Il giovedì aumentano di nuovo le tensioni con Israele, che mira a trivellare in mare il gas in una zona contesa.
Il venerdì, mentre gli americani invitano nuovamente i paesi musulmani a “normalizzare” i rapporti con Tel Aviv, arriva l’annuncio che il petrolio iraniano è veramente arrivato, e il primo carico si trova nella regione della Bekaa.
Il sabato cominciano le distribuzioni che avvengono, secondo quanto dichiara il segretario di Hezbollah Nasrallah, in questo ordine: ospedali, istituzioni benefiche, orfanatrofi, scuole, istituzioni pubbliche, famiglie bisognose anche cristiane perché, aggiunge, “la povertà non fa distinzione”.
Il fatto scatena l’entusiasmo della popolazione.
La domenica vengono scoperte, per una telefonata anonima, 20 tonnellate di nitrato di ammonio proprio nella valle della Bekaa.
Come ricordato sopra, il nitrato di ammonio, che può essere usato sia come fertilizzante che come esplosivo, è alla base della strage dello scorso agosto: il piccolo accadimento ha dunque un impatto emotivo profondissimo, perché riporta alla possibile responsabilità di Hezbollah per quella tragedia.
E’ come un memento alla popolazione:
“Hezbollah ora vi aiuta, si, ma guardate di cosa è responsabile”.

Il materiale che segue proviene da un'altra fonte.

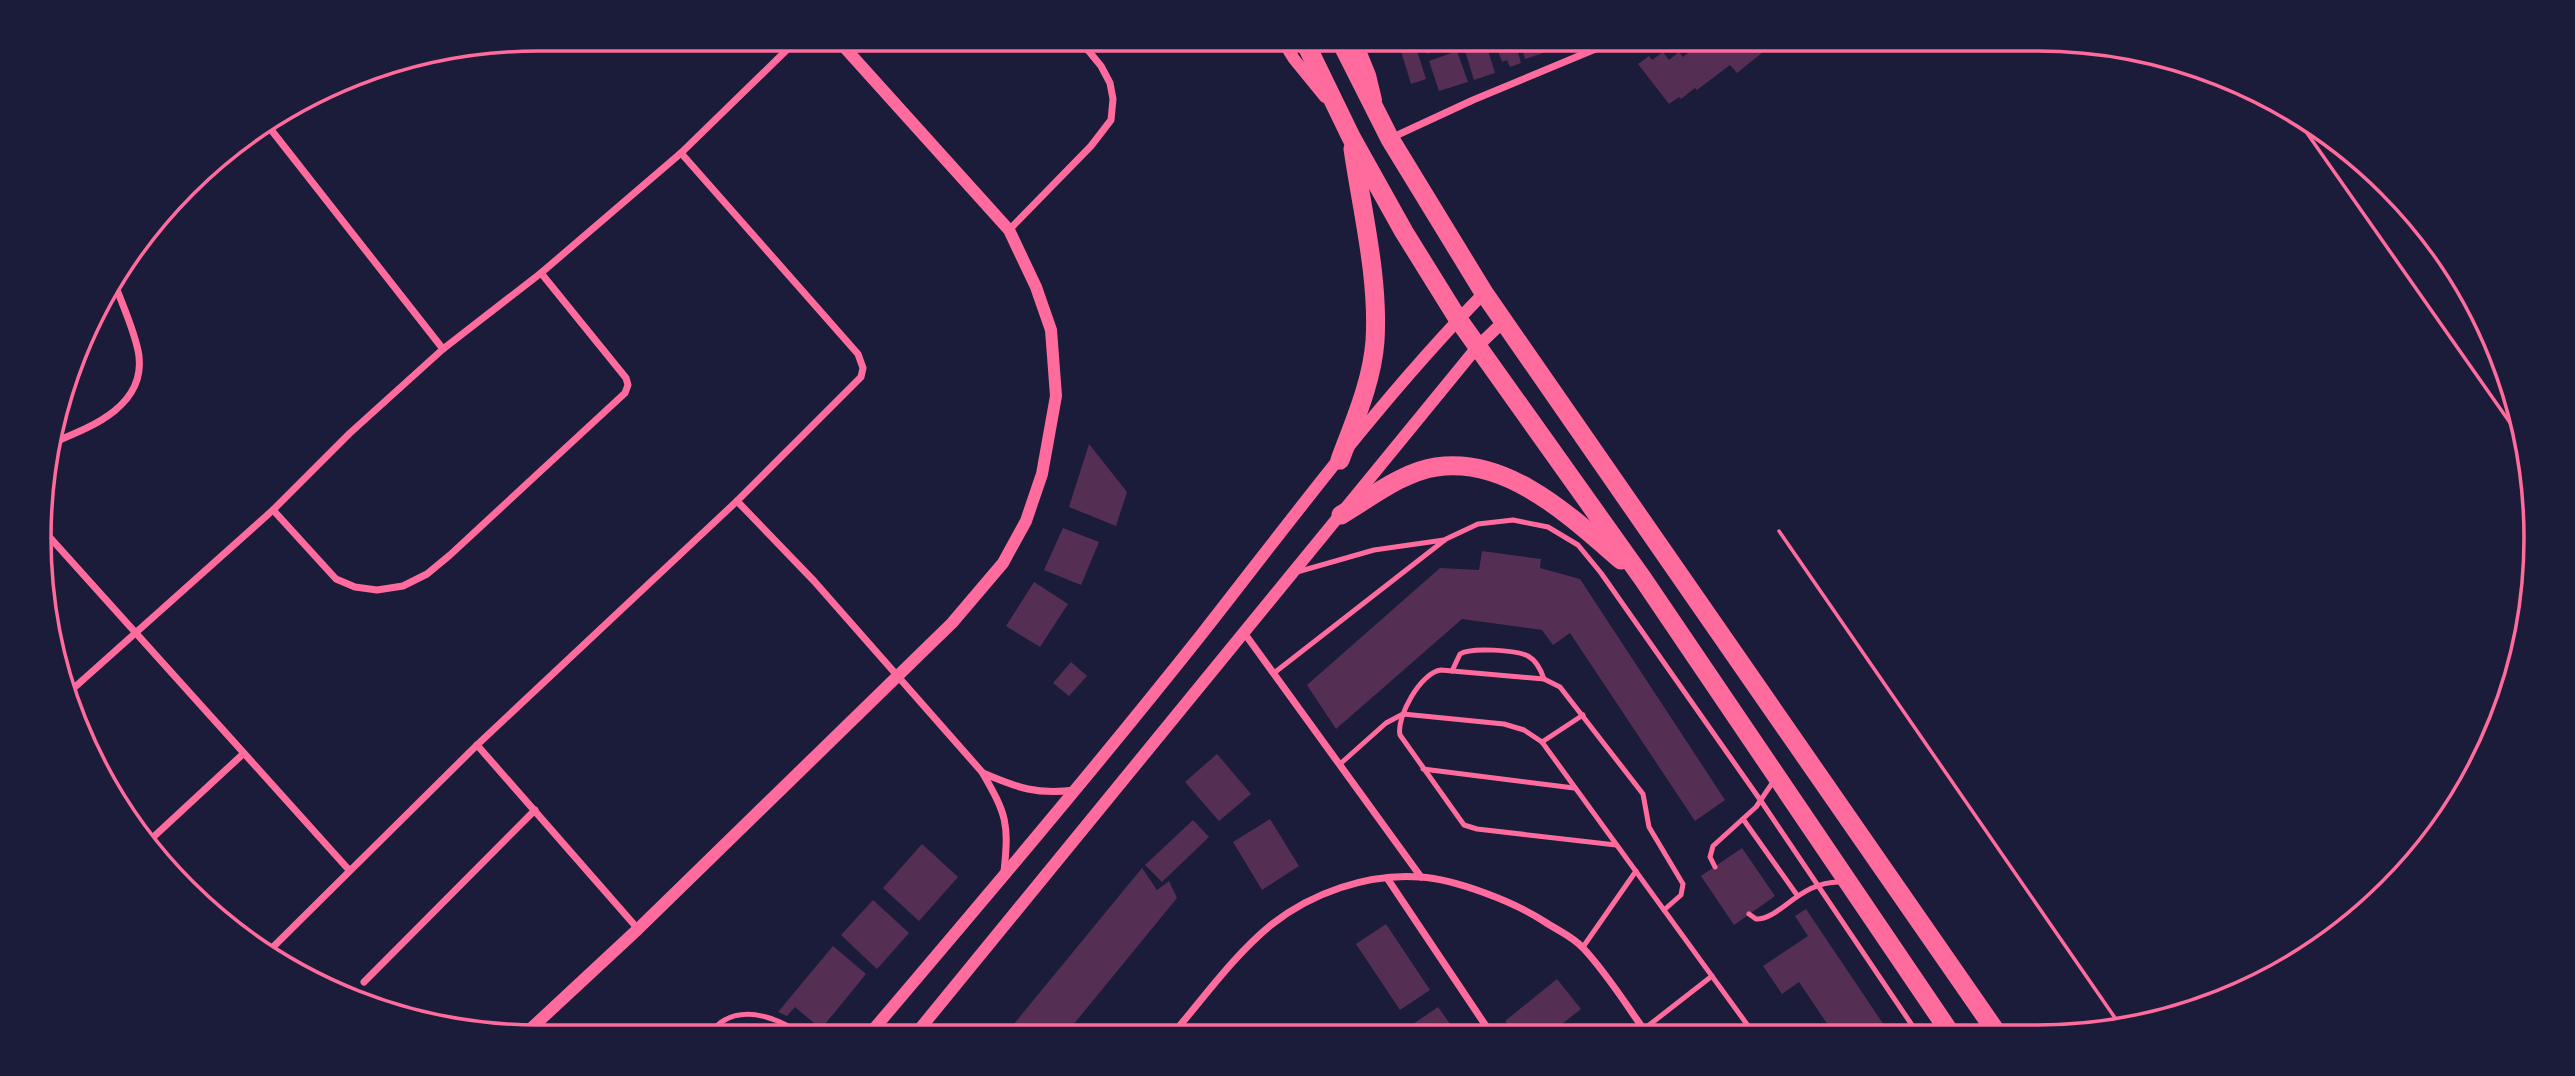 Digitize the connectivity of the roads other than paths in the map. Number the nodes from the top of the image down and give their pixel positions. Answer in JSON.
{"nodes":[{"id":1,"x":786,"y":51,"type":"edge"},
{"id":2,"x":848,"y":51,"type":"edge"},
{"id":3,"x":1089,"y":51,"type":"edge"},
{"id":4,"x":1290,"y":51,"type":"edge"},
{"id":5,"x":1310,"y":51,"type":"edge"},
{"id":6,"x":1346,"y":51,"type":"edge"},
{"id":7,"x":1360,"y":51,"type":"edge"},
{"id":8,"x":1591,"y":51,"type":"edge"},
{"id":9,"x":1379,"y":117,"type":"junction"},
{"id":10,"x":1343,"y":118,"type":"junction"},
{"id":11,"x":271,"y":130,"type":"edge"},
{"id":12,"x":1351,"y":137,"type":"junction"},
{"id":13,"x":1390,"y":139,"type":"junction"},
{"id":14,"x":681,"y":153,"type":"junction"},
{"id":15,"x":1009,"y":230,"type":"junction"},
{"id":16,"x":541,"y":273,"type":"junction"},
{"id":17,"x":117,"y":292,"type":"edge"},
{"id":18,"x":1484,"y":293,"type":"junction"},
{"id":19,"x":1458,"y":319,"type":"junction"},
{"id":20,"x":1504,"y":321,"type":"junction"},
{"id":21,"x":1478,"y":346,"type":"junction"},
{"id":22,"x":443,"y":349,"type":"junction"},
{"id":23,"x":61,"y":439,"type":"edge"},
{"id":24,"x":1340,"y":460,"type":"junction"},
{"id":25,"x":737,"y":501,"type":"junction"},
{"id":26,"x":273,"y":510,"type":"junction"},
{"id":27,"x":1341,"y":514,"type":"junction"},
{"id":28,"x":51,"y":538,"type":"edge"},
{"id":29,"x":1446,"y":540,"type":"junction"},
{"id":30,"x":1294,"y":573,"type":"junction"},
{"id":31,"x":1643,"y":579,"type":"junction"},
{"id":32,"x":136,"y":633,"type":"junction"},
{"id":33,"x":1245,"y":634,"type":"junction"},
{"id":34,"x":1452,"y":671,"type":"junction"},
{"id":35,"x":1274,"y":673,"type":"junction"},
{"id":36,"x":897,"y":678,"type":"junction"},
{"id":37,"x":1544,"y":679,"type":"junction"},
{"id":38,"x":75,"y":687,"type":"edge"},
{"id":39,"x":1403,"y":714,"type":"junction"},
{"id":40,"x":1583,"y":715,"type":"junction"},
{"id":41,"x":1542,"y":742,"type":"junction"},
{"id":42,"x":477,"y":745,"type":"junction"},
{"id":43,"x":243,"y":754,"type":"junction"},
{"id":44,"x":1340,"y":764,"type":"junction"},
{"id":45,"x":1423,"y":769,"type":"junction"},
{"id":46,"x":982,"y":772,"type":"junction"},
{"id":47,"x":1777,"y":776,"type":"junction"},
{"id":48,"x":1574,"y":788,"type":"junction"},
{"id":49,"x":1075,"y":790,"type":"junction"},
{"id":50,"x":1761,"y":801,"type":"junction"},
{"id":51,"x":535,"y":810,"type":"junction"},
{"id":52,"x":1744,"y":819,"type":"junction"},
{"id":53,"x":153,"y":837,"type":"edge"},
{"id":54,"x":1616,"y":845,"type":"junction"},
{"id":55,"x":1715,"y":867,"type":"dead end"},
{"id":56,"x":349,"y":870,"type":"junction"},
{"id":57,"x":1636,"y":871,"type":"junction"},
{"id":58,"x":1004,"y":877,"type":"junction"},
{"id":59,"x":1421,"y":877,"type":"junction"},
{"id":60,"x":1387,"y":878,"type":"junction"},
{"id":61,"x":1849,"y":882,"type":"junction"},
{"id":62,"x":1817,"y":885,"type":"junction"},
{"id":63,"x":1797,"y":895,"type":"junction"},
{"id":64,"x":1664,"y":910,"type":"junction"},
{"id":65,"x":1749,"y":914,"type":"dead end"},
{"id":66,"x":638,"y":929,"type":"junction"},
{"id":67,"x":273,"y":947,"type":"edge"},
{"id":68,"x":1583,"y":947,"type":"junction"},
{"id":69,"x":1712,"y":976,"type":"junction"},
{"id":70,"x":364,"y":982,"type":"dead end"},
{"id":71,"x":535,"y":1025,"type":"edge"},
{"id":72,"x":718,"y":1025,"type":"edge"},
{"id":73,"x":789,"y":1025,"type":"edge"},
{"id":74,"x":877,"y":1025,"type":"edge"},
{"id":75,"x":928,"y":1025,"type":"edge"},
{"id":76,"x":1180,"y":1025,"type":"edge"},
{"id":77,"x":1485,"y":1025,"type":"edge"},
{"id":78,"x":1641,"y":1025,"type":"edge"},
{"id":79,"x":1654,"y":1025,"type":"edge"},
{"id":80,"x":1747,"y":1025,"type":"edge"},
{"id":81,"x":1912,"y":1025,"type":"edge"},
{"id":82,"x":1945,"y":1025,"type":"edge"},
{"id":83,"x":1991,"y":1025,"type":"edge"}],
"edges":[{"from":1,"to":14,"type":"street"},
{"from":2,"to":15,"type":"street"},
{"from":3,"to":15,"type":"street"},
{"from":4,"to":10,"type":"street"},
{"from":5,"to":10,"type":"highway"},
{"from":6,"to":9,"type":"highway"},
{"from":7,"to":9,"type":"street"},
{"from":8,"to":13,"type":"street"},
{"from":9,"to":13,"type":"highway"},
{"from":10,"to":12,"type":"highway"},
{"from":11,"to":22,"type":"street"},
{"from":12,"to":19,"type":"highway"},
{"from":12,"to":24,"type":"highway"},
{"from":13,"to":18,"type":"highway"},
{"from":14,"to":16,"type":"street"},
{"from":14,"to":25,"type":"street"},
{"from":15,"to":36,"type":"street"},
{"from":16,"to":22,"type":"street"},
{"from":16,"to":26,"type":"street"},
{"from":17,"to":23,"type":"street"},
{"from":18,"to":19,"type":"street"},
{"from":18,"to":20,"type":"highway"},
{"from":19,"to":21,"type":"highway"},
{"from":19,"to":24,"type":"street"},
{"from":20,"to":21,"type":"street"},
{"from":20,"to":83,"type":"highway"},
{"from":21,"to":27,"type":"street"},
{"from":21,"to":31,"type":"highway"},
{"from":22,"to":26,"type":"street"},
{"from":24,"to":49,"type":"street"},
{"from":25,"to":36,"type":"street"},
{"from":25,"to":42,"type":"street"},
{"from":26,"to":32,"type":"street"},
{"from":27,"to":30,"type":"street"},
{"from":27,"to":31,"type":"highway"},
{"from":28,"to":32,"type":"street"},
{"from":29,"to":30,"type":"lane"},
{"from":29,"to":35,"type":"lane"},
{"from":29,"to":50,"type":"lane"},
{"from":30,"to":33,"type":"street"},
{"from":31,"to":47,"type":"highway"},
{"from":32,"to":38,"type":"street"},
{"from":32,"to":43,"type":"street"},
{"from":33,"to":35,"type":"street"},
{"from":33,"to":75,"type":"street"},
{"from":34,"to":37,"type":"lane"},
{"from":34,"to":37,"type":"lane"},
{"from":34,"to":39,"type":"lane"},
{"from":35,"to":44,"type":"street"},
{"from":36,"to":46,"type":"street"},
{"from":36,"to":66,"type":"street"},
{"from":37,"to":40,"type":"lane"},
{"from":39,"to":41,"type":"lane"},
{"from":39,"to":44,"type":"lane"},
{"from":39,"to":45,"type":"lane"},
{"from":40,"to":41,"type":"lane"},
{"from":40,"to":64,"type":"lane"},
{"from":41,"to":48,"type":"lane"},
{"from":42,"to":51,"type":"street"},
{"from":42,"to":56,"type":"street"},
{"from":43,"to":53,"type":"street"},
{"from":43,"to":56,"type":"street"},
{"from":44,"to":59,"type":"street"},
{"from":45,"to":48,"type":"lane"},
{"from":45,"to":54,"type":"lane"},
{"from":46,"to":49,"type":"street"},
{"from":46,"to":58,"type":"street"},
{"from":47,"to":50,"type":"lane"},
{"from":47,"to":61,"type":"highway"},
{"from":48,"to":54,"type":"lane"},
{"from":49,"to":58,"type":"street"},
{"from":50,"to":52,"type":"lane"},
{"from":50,"to":62,"type":"lane"},
{"from":51,"to":66,"type":"street"},
{"from":51,"to":70,"type":"street"},
{"from":52,"to":55,"type":"lane"},
{"from":52,"to":63,"type":"lane"},
{"from":54,"to":57,"type":"lane"},
{"from":56,"to":67,"type":"street"},
{"from":57,"to":64,"type":"lane"},
{"from":57,"to":68,"type":"lane"},
{"from":58,"to":74,"type":"street"},
{"from":59,"to":60,"type":"street"},
{"from":59,"to":68,"type":"street"},
{"from":60,"to":76,"type":"street"},
{"from":60,"to":77,"type":"street"},
{"from":61,"to":62,"type":"lane"},
{"from":61,"to":82,"type":"highway"},
{"from":62,"to":63,"type":"lane"},
{"from":62,"to":81,"type":"lane"},
{"from":63,"to":65,"type":"lane"},
{"from":64,"to":69,"type":"lane"},
{"from":66,"to":71,"type":"street"},
{"from":68,"to":78,"type":"street"},
{"from":69,"to":79,"type":"lane"},
{"from":69,"to":80,"type":"lane"},
{"from":72,"to":73,"type":"lane"}]} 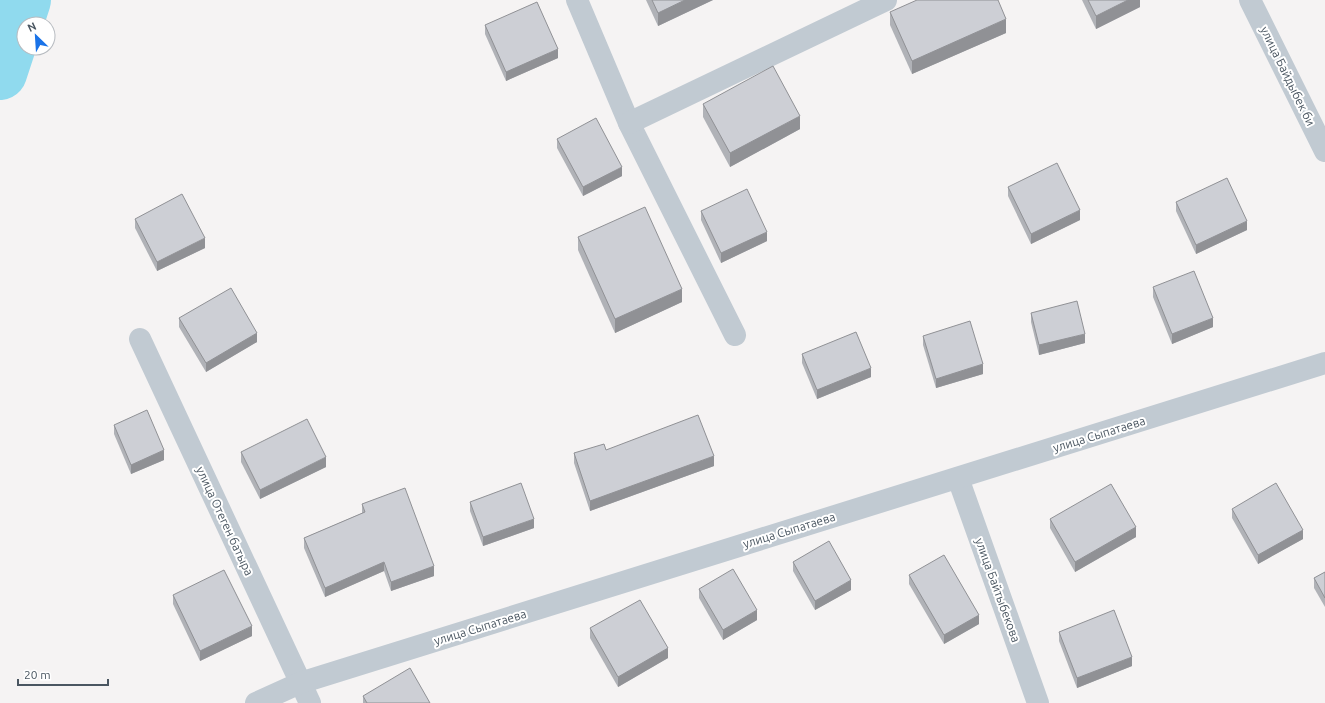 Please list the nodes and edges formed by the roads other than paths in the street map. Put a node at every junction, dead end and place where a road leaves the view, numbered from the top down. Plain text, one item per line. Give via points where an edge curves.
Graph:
1 (577, 0) edge
2 (886, 0) edge
3 (1250, 0) edge
4 (629, 123) junction
5 (1325, 151) edge
6 (735, 335) dead end
7 (140, 339) dead end
8 (1325, 363) edge
9 (958, 478) junction
10 (300, 683) junction
11 (256, 703) edge
12 (310, 703) edge
13 (1038, 703) edge

1 - 4 street
2 - 4 street
3 - 5 street, улица Байдыбек би
4 - 6 street
7 - 10 street, улица Отеген батыра
8 - 9 street, улица Сыпатаева
9 - 10 street, улица Сыпатаева
9 - 13 street, улица Байтыбекова
10 - 11 street, улица Сыпатаева
10 - 12 street, улица Отеген батыра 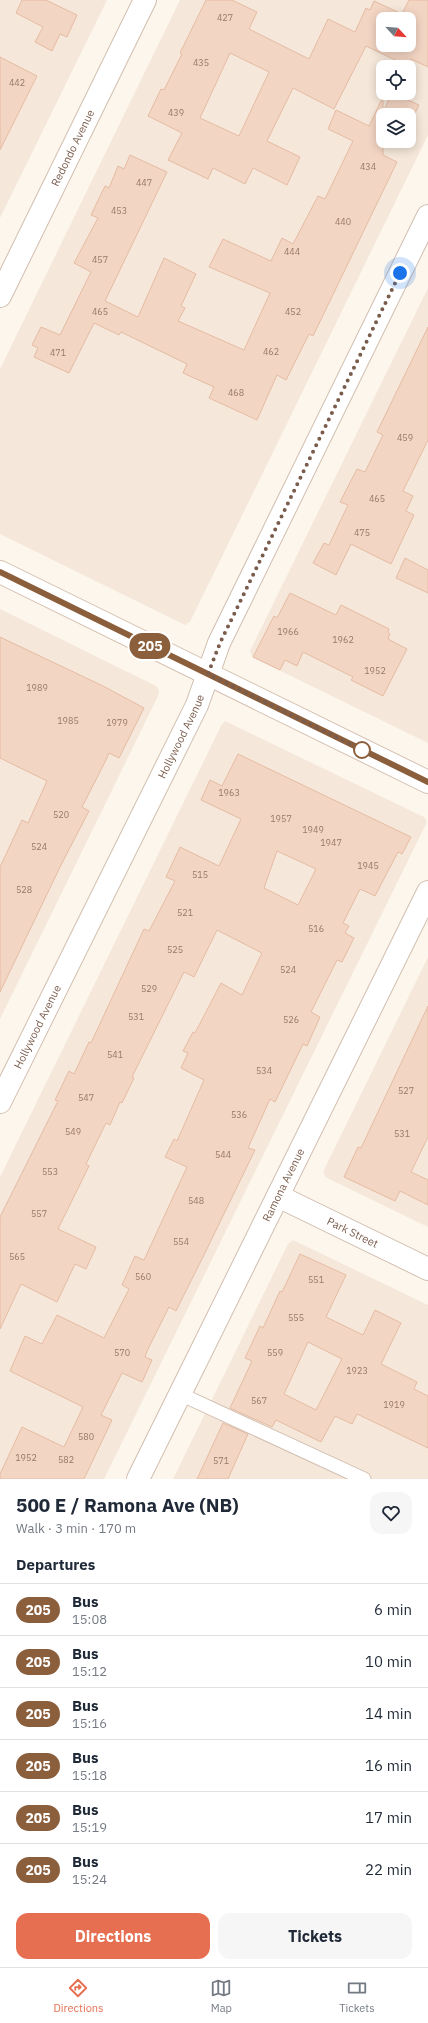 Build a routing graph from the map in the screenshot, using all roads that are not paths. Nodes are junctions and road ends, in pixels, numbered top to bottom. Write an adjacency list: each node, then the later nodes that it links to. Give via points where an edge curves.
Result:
1 (145, 0): 3 (street, Redondo Avenue)
2 (428, 216): 5 (street, Hollywood Avenue, via 220,643)
3 (0, 296)
4 (0, 572): 5 (street)
5 (208, 674): 6 (street); 8 (street, Hollywood Avenue, via 197,705)
6 (428, 782)
7 (428, 892): 9 (street, Ramona Avenue)
8 (0, 1102)
9 (278, 1196): 10 (street, Park Street); 11 (street, Ramona Avenue)
10 (428, 1269)
11 (180, 1394): 12 (street, Ramona Avenue); 13 (lane)
12 (138, 1479)
13 (364, 1479)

Dulcis in fundo lunedì, appena prima della votazione della fiducia al nuovo esecutivo – che alcune forze politiche si rifiutano di votare – arriva l’annuncio della scoperta di una “cellula terroristica” in Libano di un paese straniero, di cui però non vengono forniti i dettagli.
Il messaggio a tutti è chiarissimo.
La fiducia è stata votata lunedì nella notte, si ha ufficialmente un nuovo governo libanese.
“E’ l’ennesima prova che siamo vittima di un gioco più grande di noi, da cui non ci libereremo mai”, è il commento più diffuso.
Non c’è speranza che gli aiuti internazionali vengano bene spesi “Perché dovrebbero? Cosa c’è di diverso rispetto al passato?” si chiedono, ma la gente è realistica rispetto all’alternativa del collasso economico, e spera che arrivino “in basso” almeno le briciole.
Quando cerco di essere incoraggiante e faccio notare che qualche segnale positivo almeno c’è, e per esempio la lira libanese ha ripreso valore rispetto al dollaro un giovane intellettuale, che ha studiato in Italia, si stringe nelle spalle e riassume, con la solita ironia che contraddistingue i libanesi, “Certo. Come dite voi, bene ma non benissimo”.